Mort Report is a labor of love by old-style correspondents with lifetimes on the road and young ones with fresh eyes. Our philosophy is simple: we report at first hand with analysis based on non-alternative fact, not opinion. If we get something wrong, we fix it.
TUCSON — America is far beyond a "constitutional crisis." It faces blatant smash-and-grab plunder by grasping narcissists bent on stripping away human decency. Truculent ignorance among those who support them is breathtaking.
Donald Trump flouts every check and balance that kept a United States together for most of its 250 years. A weekend X-tweet worthy of Napoleon made that clear: "He who saves his Country does not violate any Law."
He sets the world ablaze, yet few Americans seem alarmed at distant bonfires they don't believe concern them. Europeans see the end of an 80-year Atlantic alliance. Lisbon's Correio da Manhã captured the mood: Trump treats Europe like Puerto Rico.
In Saudi Arabia, his aides are negotiating "peace" in Ukraine with Russians. Europeans are excluded. Volodymyr Zelensky rejects any agreement without his participation. "It seems the most powerful member of NATO," he said bitterly, "is Russia."
And out of the blue, Trump now suddenly demands half of all future income from Ukraine's mines and resources in exchange for nothing. By his delusional estimate, that would be a $500 billion mugging.
I asked Alan Weisman to sum up the challenge. His last book, "The World Without Us," examined how Earth would restore itself if humans weren't in the way. He crisscrossed the globe for his upcoming "Hope Dies Last." He replied:
"Given runaway climate change and accelerating species extinction that eventually must include ourselves, how do we explain presidential decrees bound to hasten both these existential threats?
"Simple: Faced with the approaching end of his own sordid, bloated life, Trump’s ultimate petulant intention is to drag the rest of us down with him."
The question echoes everywhere: What can one person do? Three things: get informed; get outraged; get involved. The hardest, by far, is the first.
Voters need to know why "breaking news" broke -- and what might come next. New technology helps inform people. It also allows demagogues to bury reality under bullshit.

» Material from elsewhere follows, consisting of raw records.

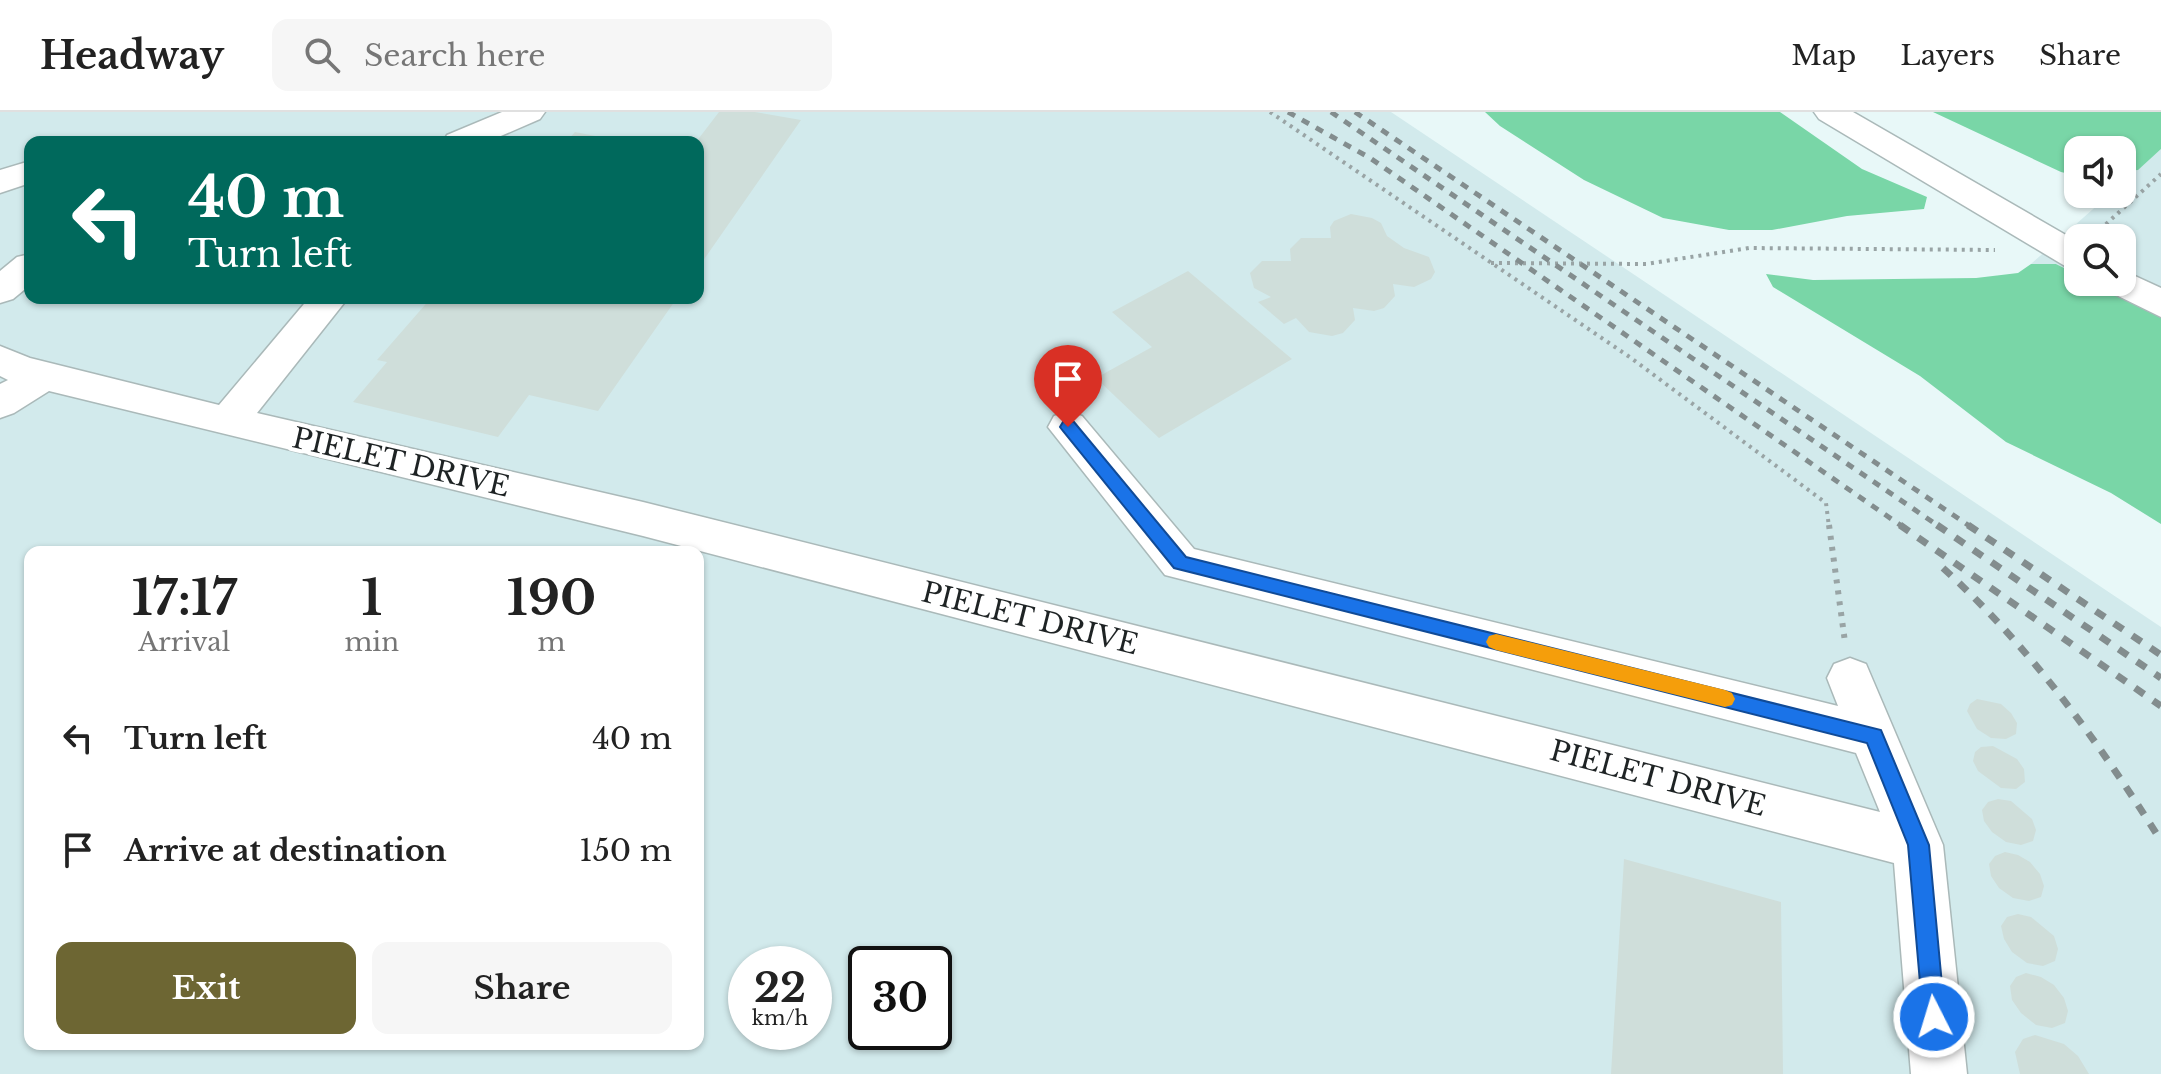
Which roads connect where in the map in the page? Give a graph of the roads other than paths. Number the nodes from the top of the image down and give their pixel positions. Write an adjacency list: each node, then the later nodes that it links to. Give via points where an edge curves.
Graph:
1 (529, 112): 3 (street)
2 (1830, 112): 6 (street)
3 (473, 136)
4 (24, 174): 5 (street)
5 (0, 182)
6 (2064, 250)
7 (24, 271): 8 (street)
8 (0, 290)
9 (2136, 290): 11 (street)
10 (325, 304): 15 (street)
11 (2161, 304)
12 (0, 360): 13 (street, PIELET DRIVE)
13 (44, 376): 14 (street); 15 (street, PIELET DRIVE)
14 (0, 403)
15 (228, 421): 19 (street, PIELET DRIVE, via 643,519)
16 (1068, 427): 18 (street, via 1180,563)
17 (1850, 678): 18 (street)
18 (1874, 736): 19 (street)
19 (1918, 845): 20 (street)
20 (1939, 1074)

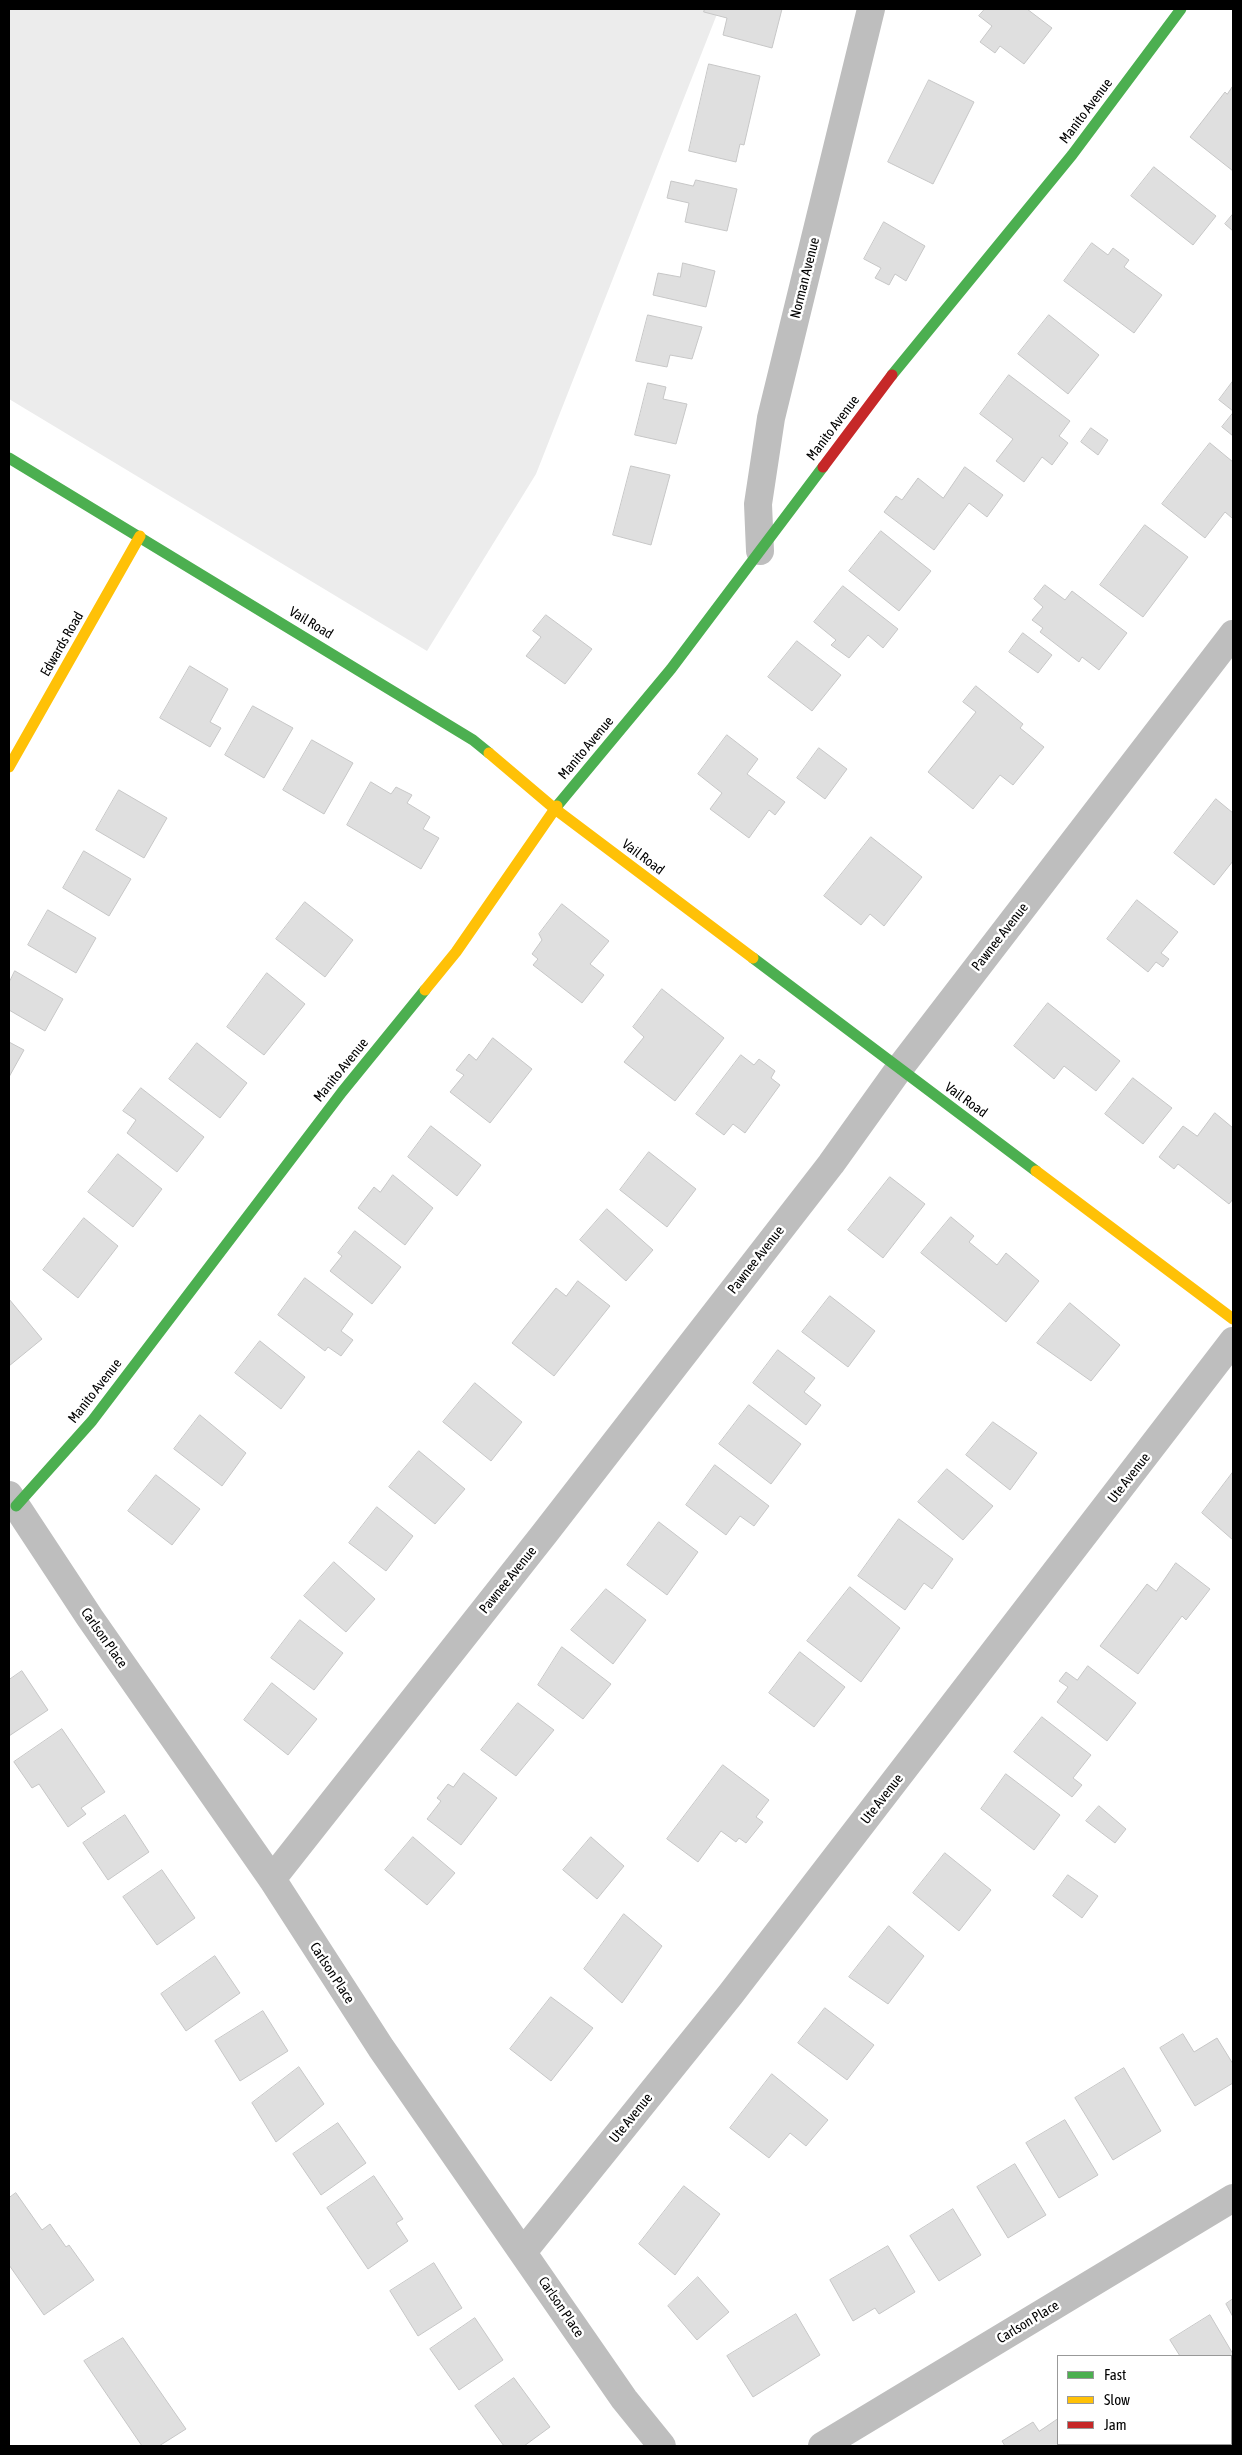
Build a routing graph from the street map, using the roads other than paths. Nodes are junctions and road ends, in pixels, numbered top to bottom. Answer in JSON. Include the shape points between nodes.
{"nodes":[{"id":1,"x":871,"y":9,"type":"edge"},
{"id":2,"x":1181,"y":9,"type":"edge"},
{"id":3,"x":9,"y":458,"type":"edge"},
{"id":4,"x":140,"y":536,"type":"junction"},
{"id":5,"x":760,"y":550,"type":"junction"},
{"id":6,"x":1233,"y":634,"type":"edge"},
{"id":7,"x":9,"y":767,"type":"edge"},
{"id":8,"x":555,"y":808,"type":"junction"},
{"id":9,"x":899,"y":1069,"type":"junction"},
{"id":10,"x":1233,"y":1319,"type":"edge"},
{"id":11,"x":1233,"y":1341,"type":"edge"},
{"id":12,"x":12,"y":1501,"type":"edge"},
{"id":13,"x":272,"y":1879,"type":"junction"},
{"id":14,"x":1233,"y":2198,"type":"edge"},
{"id":15,"x":523,"y":2252,"type":"junction"},
{"id":16,"x":662,"y":2446,"type":"edge"},
{"id":17,"x":822,"y":2446,"type":"edge"}],
"edges":[{"from":1,"to":5,"type":"street","name":"Norman Avenue","via":[[771,418],[758,504]]},
{"from":2,"to":5,"type":"street","name":"Manito Avenue","via":[[1072,155],[908,354]]},
{"from":3,"to":4,"type":"street","name":"Vail Road"},
{"from":4,"to":7,"type":"street","name":"Edwards Road"},
{"from":4,"to":8,"type":"street","name":"Vail Road","via":[[473,740]]},
{"from":5,"to":8,"type":"street","name":"Manito Avenue","via":[[672,670]]},
{"from":6,"to":9,"type":"street","name":"Pawnee Avenue"},
{"from":8,"to":9,"type":"street","name":"Vail Road"},
{"from":8,"to":12,"type":"street","name":"Manito Avenue","via":[[456,952],[342,1092],[92,1422]]},
{"from":9,"to":10,"type":"street","name":"Vail Road"},
{"from":9,"to":13,"type":"street","name":"Pawnee Avenue","via":[[824,1172],[551,1525]]},
{"from":11,"to":15,"type":"street","name":"Ute Avenue","via":[[730,1995]]},
{"from":12,"to":13,"type":"street","name":"Carlson Place"},
{"from":13,"to":15,"type":"street","name":"Carlson Place","via":[[381,2048]]},
{"from":14,"to":17,"type":"street","name":"Carlson Place"},
{"from":15,"to":16,"type":"street","name":"Carlson Place","via":[[624,2399]]}]}
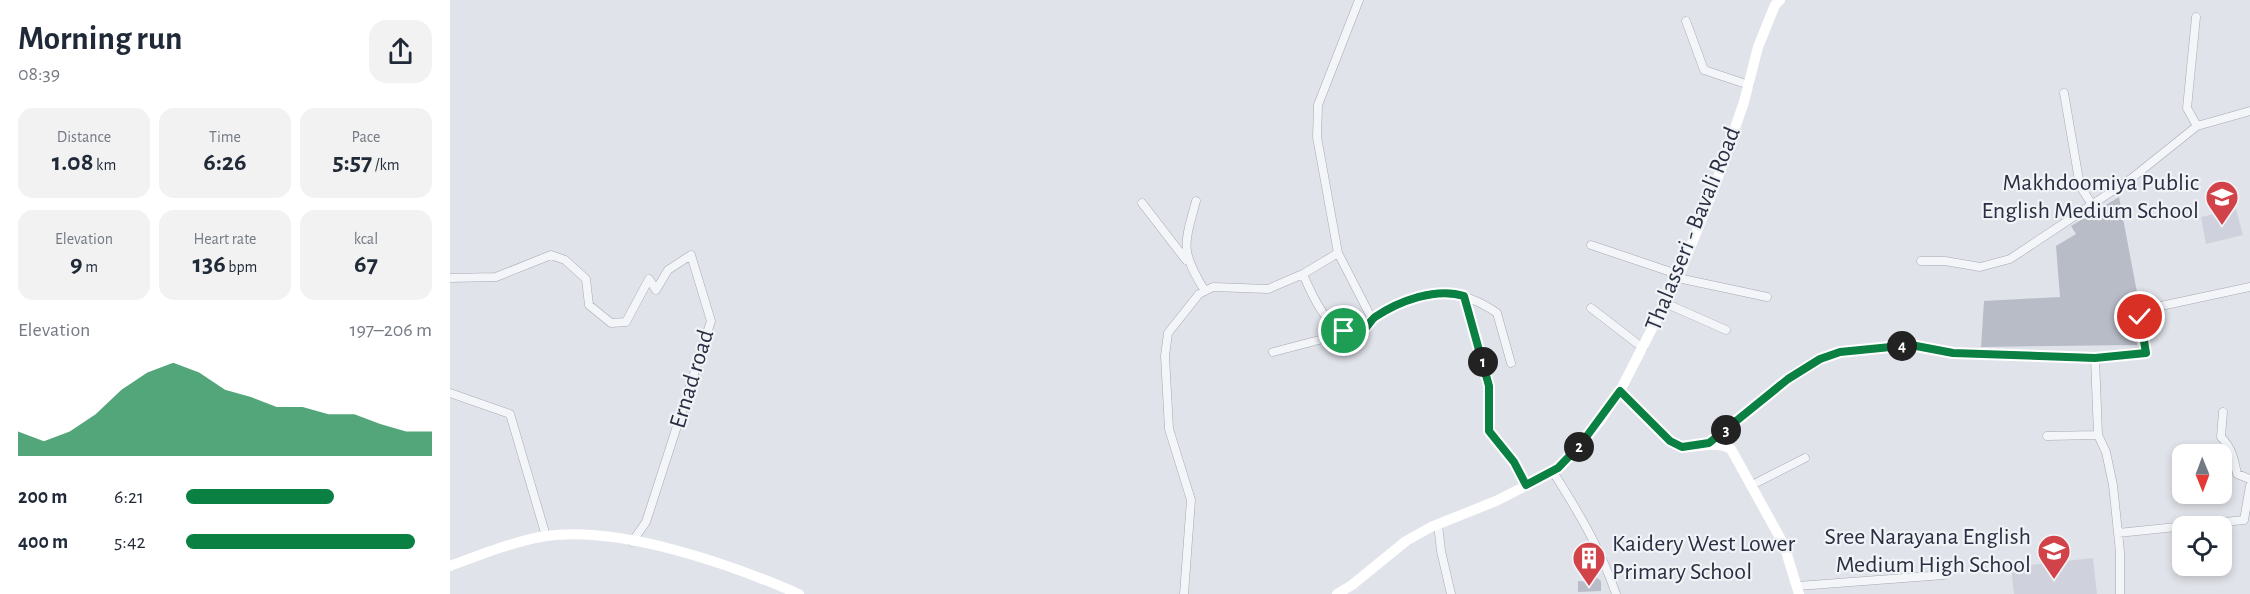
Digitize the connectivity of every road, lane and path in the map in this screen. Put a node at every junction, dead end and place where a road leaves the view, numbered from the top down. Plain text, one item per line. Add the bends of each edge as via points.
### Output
1 (1359, 0) edge
2 (1780, 0) edge
3 (2196, 17) dead end
4 (1686, 21) dead end
5 (1749, 85) junction
6 (2064, 93) dead end
7 (2250, 111) edge
8 (2197, 126) junction
9 (1196, 201) dead end
10 (1142, 203) dead end
11 (2091, 203) junction
12 (1591, 245) dead end
13 (1338, 253) junction
14 (1187, 261) junction
15 (1921, 261) dead end
16 (1304, 274) junction
17 (450, 278) edge
18 (1678, 278) junction
19 (2250, 287) edge
20 (1205, 291) junction
21 (1464, 296) junction
22 (1767, 297) dead end
23 (1665, 303) junction
24 (1591, 308) dead end
25 (1372, 319) junction
26 (1726, 330) dead end
27 (1344, 331) junction
28 (1643, 348) junction
29 (1273, 352) dead end
30 (2095, 358) junction
31 (1511, 363) dead end
32 (1620, 391) junction
33 (450, 393) edge
34 (2223, 412) dead end
35 (2098, 435) junction
36 (2048, 436) dead end
37 (1709, 443) junction
38 (1805, 458) dead end
39 (1553, 472) junction
40 (2250, 479) edge
41 (1526, 485) junction
42 (1752, 485) junction
43 (2250, 486) edge
44 (1438, 524) junction
45 (2118, 533) junction
46 (546, 536) junction
47 (632, 542) junction
48 (450, 566) edge
49 (1944, 575) dead end
50 (1799, 590) edge
51 (799, 594) edge
52 (1184, 594) edge
53 (1337, 594) edge
54 (1451, 594) edge
55 (1616, 594) edge
56 (2120, 594) edge

1 - 13 street via 1318,105 1317,137
2 - 5 main road, Thalasseri - Bavali Road via 1758,47
3 - 8 street via 2187,108
4 - 5 street via 1704,70
5 - 18 main road, Thalasseri - Bavali Road
6 - 11 street via 2080,186
7 - 8 street
8 - 11 street via 2132,178
9 - 14 street via 1185,239
10 - 14 street
11 - 15 street via 2010,259 1980,267
12 - 18 street
13 - 16 street
13 - 25 street
14 - 20 street
16 - 20 street via 1268,289 1213,287
16 - 27 street via 1314,302
17 - 47 street, Ernad road via 496,277 551,255 565,260 586,279 589,305 611,322 626,322 649,279 656,290 668,270 691,255 711,321 646,522
18 - 22 street
18 - 23 main road, Thalasseri - Bavali Road
19 - 30 street via 2147,309 2140,317 2146,353
20 - 52 street via 1168,333 1165,356 1169,429 1191,500
21 - 25 street via 1433,294 1402,303
21 - 31 street via 1497,313
21 - 41 street via 1489,386 1489,431 1514,462
23 - 26 street
23 - 28 main road, Thalasseri - Bavali Road
24 - 28 street
25 - 27 street via 1362,331
27 - 29 street
28 - 32 main road, Thalasseri - Bavali Road
30 - 35 street
30 - 37 street via 1953,353 1911,345 1840,352 1820,359 1788,379
32 - 37 main road via 1670,441 1682,447
32 - 39 main road, Thalasseri - Bavali Road via 1581,444
33 - 46 street via 510,414
34 - 40 street via 2221,437 2234,456 2237,474
35 - 36 street
35 - 45 street via 2113,485
37 - 42 main road via 1731,450
38 - 42 street
39 - 41 main road, Thalasseri - Bavali Road
39 - 55 street via 1606,566
41 - 44 main road, Thalasseri - Bavali Road
42 - 50 main road via 1784,545
43 - 45 street via 2244,520
44 - 53 main road, Thalasseri - Bavali Road via 1406,541
44 - 54 street
45 - 56 street
46 - 47 main road via 592,536
46 - 48 main road
47 - 51 main road via 712,561
49 - 50 street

The Associated Press has been a reliable source since the 1800s, in recent years covering dramatic upheaval and daily doings in a disparate world. Trump is trying to kill it. A Washington Post op-ed was headlined: "This is a perfectly fine hill for the AP to die on."
No, this is a hill on which America might die.
TUCSON — Nightmare plots don't get crazier: Mars-Obsessed Muskrat Attacks With a Gang That Couldn't Shoot Straight! With a cup of tariff-free Colombian coffee and a world map, imagine a revived American dream that extends beyond borders.
A groundswell of outrage building fast across the country offers hope. Whether can rescue an imperiled United States and a planet on the boil depends on how many Americans see global reality as it is.
One syntax-challenged Elon Musk X-tweet rises above so much other insanity: "We spent the weekend feeding USAID into the wood chipper. Could gone to some great parties. Did that instead." The agency, he contends, is evil and criminal.
Seeing that, I thought of the colorful painting on my office wall in France. Mobutu Sese Seko and two other presidents wave to a cheering crowd from a Lincoln convertible in 1967 to herald a short-lived "democracy": the United States of Central Africa.
A Kinshasa street artist painted it on a cut-open, stretched flour sack marked "U.S. Agency for International Development" with its logo of clasped hands.
The CIA helped murder leftist Patrice Lumumba, one more case of foreign policy losing hearts and minds across the world. But the agency John F. Kennedy created to relieve poverty, protect health and build infrastructure made Americans the good guys.
During Mobutu's 32 years as Washington's son of a bitch and chaos that followed, at least 10 million Congolese — perhaps double that; no one was counting — have been killed in war and rebellion or died of malnutrition and preventable diseases.
The New York Times just displayed photos from the lake country near Goma. It was what I saw in 1967 and in 1994 when Rwandan refugees fled genocide. USAID workers helped victims of new mass killings, rape and starvation.
USAID likely does more than anything else to curb migration, terrorism, runaway pathogens and Chinese hegemony. Its $38 billion budget in 2024 was well below 1 percent of federal spending. Americans spent nearly four times as much on pets.
Over the decades, the agency has saved millions of lives abroad while protecting Americans at home. Today, the dreaded Ebola virus is spreading in Uganda. USAID was working to ensure no one carried it on international flights. No longer.